American Immigration Council

“Ending TPS for El Salvador is a tragic decision. It’s devastating for the 200,000 people who have lived and worked here legally for nearly 20 years, as well as their families, their employers, and their communities. Conditions in El Salvador continue to place people’s lives in grave danger,” Royce Bernstein Murray, policy director of the American Immigration Council, said. “Who gains when we take away lawful status from hundreds of thousands of people, many of whom have lived here, paid taxes, and registered with the government for nearly 20 years? TPS holders have provided their personal information, undergone background checks, and in 18 months will lose their ability to work lawfully and support their families. Since the administration won’t protect them, Congress must seize this moment to provide a legislative fix.”

We Belong Together

“Today, the number of people affected by Trump’s decision to end TPS programs one-by-one increases to over 250,000 immigrants from four countries (El Salvador, Nicaragua, Sudan and Haiti) who came here after fleeing devastating natural disasters or violent conflicts in order to save their lives. This decision also sends a terrifying message to those from the remaining six countries who currently still have TPS but could lose it as soon as Trump has a chance to terminate their protections too. In one swift blow, the Trump Administration has left over 200,000 people vulnerable to deportation. The majority have been living here for nearly two decades, own houses, do critical work, and are parents to almost 193,000 U.S. born children.”

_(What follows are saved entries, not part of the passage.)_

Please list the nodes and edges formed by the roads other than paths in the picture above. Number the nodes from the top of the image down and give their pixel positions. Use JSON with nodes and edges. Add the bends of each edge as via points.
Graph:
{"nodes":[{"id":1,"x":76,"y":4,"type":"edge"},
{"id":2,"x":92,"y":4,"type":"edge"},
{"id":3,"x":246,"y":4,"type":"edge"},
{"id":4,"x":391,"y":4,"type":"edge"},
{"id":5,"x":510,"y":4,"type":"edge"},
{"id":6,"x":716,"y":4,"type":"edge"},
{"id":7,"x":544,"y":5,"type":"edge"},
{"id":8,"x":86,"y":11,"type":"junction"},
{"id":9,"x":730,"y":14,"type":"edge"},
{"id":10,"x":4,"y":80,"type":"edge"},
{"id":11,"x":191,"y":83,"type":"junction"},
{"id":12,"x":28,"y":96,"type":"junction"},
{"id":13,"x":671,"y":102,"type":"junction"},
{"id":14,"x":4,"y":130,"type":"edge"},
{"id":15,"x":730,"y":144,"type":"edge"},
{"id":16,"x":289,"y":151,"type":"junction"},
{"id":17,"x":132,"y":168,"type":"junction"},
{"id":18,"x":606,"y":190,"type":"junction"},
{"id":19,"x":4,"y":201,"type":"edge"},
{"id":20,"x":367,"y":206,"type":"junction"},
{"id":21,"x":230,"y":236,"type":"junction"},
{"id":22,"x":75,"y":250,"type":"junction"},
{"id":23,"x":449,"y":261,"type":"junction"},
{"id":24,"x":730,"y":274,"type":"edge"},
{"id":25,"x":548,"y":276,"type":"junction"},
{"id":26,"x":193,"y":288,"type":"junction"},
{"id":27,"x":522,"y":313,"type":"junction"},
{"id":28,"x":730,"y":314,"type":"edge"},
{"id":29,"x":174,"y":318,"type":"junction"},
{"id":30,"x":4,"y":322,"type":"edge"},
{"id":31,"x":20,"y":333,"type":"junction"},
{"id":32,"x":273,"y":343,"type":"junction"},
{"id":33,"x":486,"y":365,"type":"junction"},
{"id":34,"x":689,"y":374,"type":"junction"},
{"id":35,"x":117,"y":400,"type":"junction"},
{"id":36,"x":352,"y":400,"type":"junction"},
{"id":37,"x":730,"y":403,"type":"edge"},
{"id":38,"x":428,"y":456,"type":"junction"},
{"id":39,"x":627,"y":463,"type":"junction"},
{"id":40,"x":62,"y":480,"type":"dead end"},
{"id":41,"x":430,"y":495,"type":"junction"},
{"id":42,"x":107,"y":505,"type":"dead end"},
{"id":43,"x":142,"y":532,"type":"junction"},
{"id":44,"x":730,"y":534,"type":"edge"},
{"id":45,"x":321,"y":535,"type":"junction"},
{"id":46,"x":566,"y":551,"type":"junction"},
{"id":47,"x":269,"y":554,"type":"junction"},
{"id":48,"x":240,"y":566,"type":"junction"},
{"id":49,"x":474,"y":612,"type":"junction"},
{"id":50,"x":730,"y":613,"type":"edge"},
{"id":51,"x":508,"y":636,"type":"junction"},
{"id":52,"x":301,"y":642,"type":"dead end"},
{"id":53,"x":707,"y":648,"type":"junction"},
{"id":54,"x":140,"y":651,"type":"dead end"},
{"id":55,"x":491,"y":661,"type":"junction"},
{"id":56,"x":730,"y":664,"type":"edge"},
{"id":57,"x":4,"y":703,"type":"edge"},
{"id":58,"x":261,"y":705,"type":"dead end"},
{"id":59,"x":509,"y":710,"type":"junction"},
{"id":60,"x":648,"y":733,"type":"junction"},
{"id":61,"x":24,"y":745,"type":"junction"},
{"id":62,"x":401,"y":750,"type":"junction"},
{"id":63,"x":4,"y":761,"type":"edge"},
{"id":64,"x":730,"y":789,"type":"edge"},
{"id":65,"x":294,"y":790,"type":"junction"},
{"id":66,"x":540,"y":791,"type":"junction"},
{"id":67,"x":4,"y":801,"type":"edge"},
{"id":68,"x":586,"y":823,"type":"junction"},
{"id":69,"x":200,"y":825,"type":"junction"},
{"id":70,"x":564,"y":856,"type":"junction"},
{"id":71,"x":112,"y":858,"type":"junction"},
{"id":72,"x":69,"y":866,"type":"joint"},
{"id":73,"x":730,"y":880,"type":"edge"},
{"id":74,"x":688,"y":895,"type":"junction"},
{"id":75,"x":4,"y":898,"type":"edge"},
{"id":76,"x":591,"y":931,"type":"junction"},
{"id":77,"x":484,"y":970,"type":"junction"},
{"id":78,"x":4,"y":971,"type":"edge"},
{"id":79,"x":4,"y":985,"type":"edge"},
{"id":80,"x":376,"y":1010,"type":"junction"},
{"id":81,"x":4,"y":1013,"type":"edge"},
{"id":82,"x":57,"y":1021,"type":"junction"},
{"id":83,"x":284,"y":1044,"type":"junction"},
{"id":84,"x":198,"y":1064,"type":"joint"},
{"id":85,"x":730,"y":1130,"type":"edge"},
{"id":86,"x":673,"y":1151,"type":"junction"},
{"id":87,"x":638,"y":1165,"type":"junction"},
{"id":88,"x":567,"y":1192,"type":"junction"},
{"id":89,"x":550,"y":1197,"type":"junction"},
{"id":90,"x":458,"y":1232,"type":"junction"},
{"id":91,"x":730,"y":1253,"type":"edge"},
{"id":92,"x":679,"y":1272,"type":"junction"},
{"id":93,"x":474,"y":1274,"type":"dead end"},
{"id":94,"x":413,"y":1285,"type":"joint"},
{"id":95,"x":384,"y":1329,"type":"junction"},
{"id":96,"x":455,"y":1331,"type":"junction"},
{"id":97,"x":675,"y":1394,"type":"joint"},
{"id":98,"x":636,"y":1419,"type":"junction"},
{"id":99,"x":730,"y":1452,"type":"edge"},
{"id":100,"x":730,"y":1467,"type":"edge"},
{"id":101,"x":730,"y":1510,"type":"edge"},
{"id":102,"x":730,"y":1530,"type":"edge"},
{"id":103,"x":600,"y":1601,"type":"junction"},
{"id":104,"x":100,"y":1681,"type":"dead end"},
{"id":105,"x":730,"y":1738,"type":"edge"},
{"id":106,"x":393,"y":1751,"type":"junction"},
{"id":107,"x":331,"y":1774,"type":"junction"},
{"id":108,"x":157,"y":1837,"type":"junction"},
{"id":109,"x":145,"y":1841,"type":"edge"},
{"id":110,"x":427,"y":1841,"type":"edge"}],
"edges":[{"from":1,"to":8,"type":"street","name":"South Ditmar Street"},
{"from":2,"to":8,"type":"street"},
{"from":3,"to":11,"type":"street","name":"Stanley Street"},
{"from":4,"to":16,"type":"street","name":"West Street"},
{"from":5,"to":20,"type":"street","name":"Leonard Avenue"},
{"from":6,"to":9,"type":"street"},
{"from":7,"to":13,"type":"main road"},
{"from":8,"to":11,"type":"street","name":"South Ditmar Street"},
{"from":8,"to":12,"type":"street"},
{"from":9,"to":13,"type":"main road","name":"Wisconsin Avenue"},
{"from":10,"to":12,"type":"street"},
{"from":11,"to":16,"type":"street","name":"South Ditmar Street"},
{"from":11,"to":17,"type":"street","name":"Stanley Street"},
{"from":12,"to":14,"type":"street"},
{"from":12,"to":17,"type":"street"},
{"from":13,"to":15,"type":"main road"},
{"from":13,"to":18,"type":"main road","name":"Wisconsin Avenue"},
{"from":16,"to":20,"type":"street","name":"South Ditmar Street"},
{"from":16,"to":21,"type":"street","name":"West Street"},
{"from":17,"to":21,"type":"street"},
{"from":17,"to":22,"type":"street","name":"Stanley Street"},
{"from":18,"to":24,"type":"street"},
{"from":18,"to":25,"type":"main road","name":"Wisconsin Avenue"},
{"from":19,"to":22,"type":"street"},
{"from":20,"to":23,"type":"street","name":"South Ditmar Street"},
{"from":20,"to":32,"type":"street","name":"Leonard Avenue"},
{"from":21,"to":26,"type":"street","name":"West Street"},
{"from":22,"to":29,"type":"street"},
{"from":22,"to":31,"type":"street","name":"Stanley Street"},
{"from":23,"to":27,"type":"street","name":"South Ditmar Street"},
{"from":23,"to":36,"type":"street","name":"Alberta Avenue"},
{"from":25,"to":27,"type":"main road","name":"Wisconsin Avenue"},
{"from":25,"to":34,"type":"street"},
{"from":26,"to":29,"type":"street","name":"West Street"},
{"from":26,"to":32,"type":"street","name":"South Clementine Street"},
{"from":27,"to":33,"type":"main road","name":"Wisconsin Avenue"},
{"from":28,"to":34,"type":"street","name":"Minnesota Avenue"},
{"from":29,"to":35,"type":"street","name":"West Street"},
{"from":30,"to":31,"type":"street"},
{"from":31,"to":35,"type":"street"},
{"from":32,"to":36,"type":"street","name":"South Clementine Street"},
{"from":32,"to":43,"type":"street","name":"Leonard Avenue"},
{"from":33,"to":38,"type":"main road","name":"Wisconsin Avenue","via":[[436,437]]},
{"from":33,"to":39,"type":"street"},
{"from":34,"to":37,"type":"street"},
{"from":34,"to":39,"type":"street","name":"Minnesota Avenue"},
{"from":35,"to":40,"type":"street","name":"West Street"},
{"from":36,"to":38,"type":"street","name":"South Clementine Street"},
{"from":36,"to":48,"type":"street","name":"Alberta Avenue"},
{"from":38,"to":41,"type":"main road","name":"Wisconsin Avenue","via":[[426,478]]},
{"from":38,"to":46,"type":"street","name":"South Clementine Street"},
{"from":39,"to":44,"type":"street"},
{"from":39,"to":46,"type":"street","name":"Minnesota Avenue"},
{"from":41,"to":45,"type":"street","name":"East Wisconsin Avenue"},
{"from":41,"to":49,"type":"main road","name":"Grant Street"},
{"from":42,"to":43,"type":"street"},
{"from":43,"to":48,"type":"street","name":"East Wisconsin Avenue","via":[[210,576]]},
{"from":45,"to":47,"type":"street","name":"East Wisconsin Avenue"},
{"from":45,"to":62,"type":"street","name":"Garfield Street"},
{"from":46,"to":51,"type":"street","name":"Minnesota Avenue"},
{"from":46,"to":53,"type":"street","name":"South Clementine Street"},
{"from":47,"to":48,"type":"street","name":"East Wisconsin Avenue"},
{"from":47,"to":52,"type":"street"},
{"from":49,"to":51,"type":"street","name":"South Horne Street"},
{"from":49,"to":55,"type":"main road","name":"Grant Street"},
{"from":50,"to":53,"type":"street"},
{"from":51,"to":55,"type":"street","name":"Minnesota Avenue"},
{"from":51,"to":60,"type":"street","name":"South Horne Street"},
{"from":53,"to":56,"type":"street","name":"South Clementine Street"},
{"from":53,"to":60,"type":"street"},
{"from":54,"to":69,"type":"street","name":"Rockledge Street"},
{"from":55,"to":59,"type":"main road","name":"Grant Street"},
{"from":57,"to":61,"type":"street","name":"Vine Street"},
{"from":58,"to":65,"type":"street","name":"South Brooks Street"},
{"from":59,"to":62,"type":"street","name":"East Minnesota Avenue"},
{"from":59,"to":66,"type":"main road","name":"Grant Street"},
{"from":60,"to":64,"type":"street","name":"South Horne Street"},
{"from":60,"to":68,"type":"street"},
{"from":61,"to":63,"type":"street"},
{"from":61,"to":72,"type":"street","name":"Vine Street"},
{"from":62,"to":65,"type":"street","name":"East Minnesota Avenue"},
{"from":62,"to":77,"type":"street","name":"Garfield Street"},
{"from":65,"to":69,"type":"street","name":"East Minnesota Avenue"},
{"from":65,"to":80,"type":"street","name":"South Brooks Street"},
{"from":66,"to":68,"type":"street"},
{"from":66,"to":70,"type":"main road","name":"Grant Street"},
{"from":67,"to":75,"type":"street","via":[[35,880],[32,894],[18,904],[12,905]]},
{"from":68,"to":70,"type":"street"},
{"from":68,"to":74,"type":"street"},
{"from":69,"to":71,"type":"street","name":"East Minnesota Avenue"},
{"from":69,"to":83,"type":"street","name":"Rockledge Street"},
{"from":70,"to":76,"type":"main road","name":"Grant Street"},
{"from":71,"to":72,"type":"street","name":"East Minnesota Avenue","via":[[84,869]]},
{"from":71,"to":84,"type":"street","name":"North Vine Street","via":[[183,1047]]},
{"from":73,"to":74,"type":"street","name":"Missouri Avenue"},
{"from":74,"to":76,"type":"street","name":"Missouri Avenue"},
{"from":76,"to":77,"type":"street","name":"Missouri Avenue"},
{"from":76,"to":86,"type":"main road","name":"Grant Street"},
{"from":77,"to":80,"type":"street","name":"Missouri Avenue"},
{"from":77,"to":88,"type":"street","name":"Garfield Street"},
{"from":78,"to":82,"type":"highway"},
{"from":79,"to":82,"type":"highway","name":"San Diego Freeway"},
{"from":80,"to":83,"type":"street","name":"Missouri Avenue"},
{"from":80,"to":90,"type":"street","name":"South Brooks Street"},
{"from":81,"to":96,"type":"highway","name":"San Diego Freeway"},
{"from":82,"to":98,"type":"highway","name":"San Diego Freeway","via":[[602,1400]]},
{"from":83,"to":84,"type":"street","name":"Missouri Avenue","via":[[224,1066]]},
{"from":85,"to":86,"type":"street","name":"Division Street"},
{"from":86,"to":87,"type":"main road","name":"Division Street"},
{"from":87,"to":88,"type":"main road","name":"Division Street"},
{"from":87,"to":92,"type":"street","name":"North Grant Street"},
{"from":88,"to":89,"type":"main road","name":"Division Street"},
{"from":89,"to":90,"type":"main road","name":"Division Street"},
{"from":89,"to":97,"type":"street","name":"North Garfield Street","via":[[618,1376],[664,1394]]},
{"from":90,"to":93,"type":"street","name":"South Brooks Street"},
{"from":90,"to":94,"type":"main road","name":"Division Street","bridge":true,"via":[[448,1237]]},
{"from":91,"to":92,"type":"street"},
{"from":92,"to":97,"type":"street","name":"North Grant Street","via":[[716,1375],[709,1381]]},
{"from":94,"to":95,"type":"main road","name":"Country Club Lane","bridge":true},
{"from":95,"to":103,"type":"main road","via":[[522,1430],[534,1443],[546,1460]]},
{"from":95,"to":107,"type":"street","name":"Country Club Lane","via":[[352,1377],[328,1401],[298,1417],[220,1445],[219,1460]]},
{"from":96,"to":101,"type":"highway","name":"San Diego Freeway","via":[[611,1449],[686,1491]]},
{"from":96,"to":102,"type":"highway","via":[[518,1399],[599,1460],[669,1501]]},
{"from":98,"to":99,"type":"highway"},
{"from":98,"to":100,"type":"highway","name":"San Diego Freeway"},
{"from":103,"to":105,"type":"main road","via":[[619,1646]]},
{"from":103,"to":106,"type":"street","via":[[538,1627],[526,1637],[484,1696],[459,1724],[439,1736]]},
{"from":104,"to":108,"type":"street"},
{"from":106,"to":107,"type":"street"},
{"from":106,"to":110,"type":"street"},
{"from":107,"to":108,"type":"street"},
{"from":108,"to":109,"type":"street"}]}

National Immigration Forum

“This is a deeply disappointing decision that will not only disrupt the lives of TPS recipients and their families, but devastate the local economies they have contributed to for years,” said Ali Noorani, Executive Director of the National Immigration Forum. “Congress has a responsibility to act in the best interest of our nation by legislating a permanent solution that allows current TPS holders to contribute fully without fear of deportation.”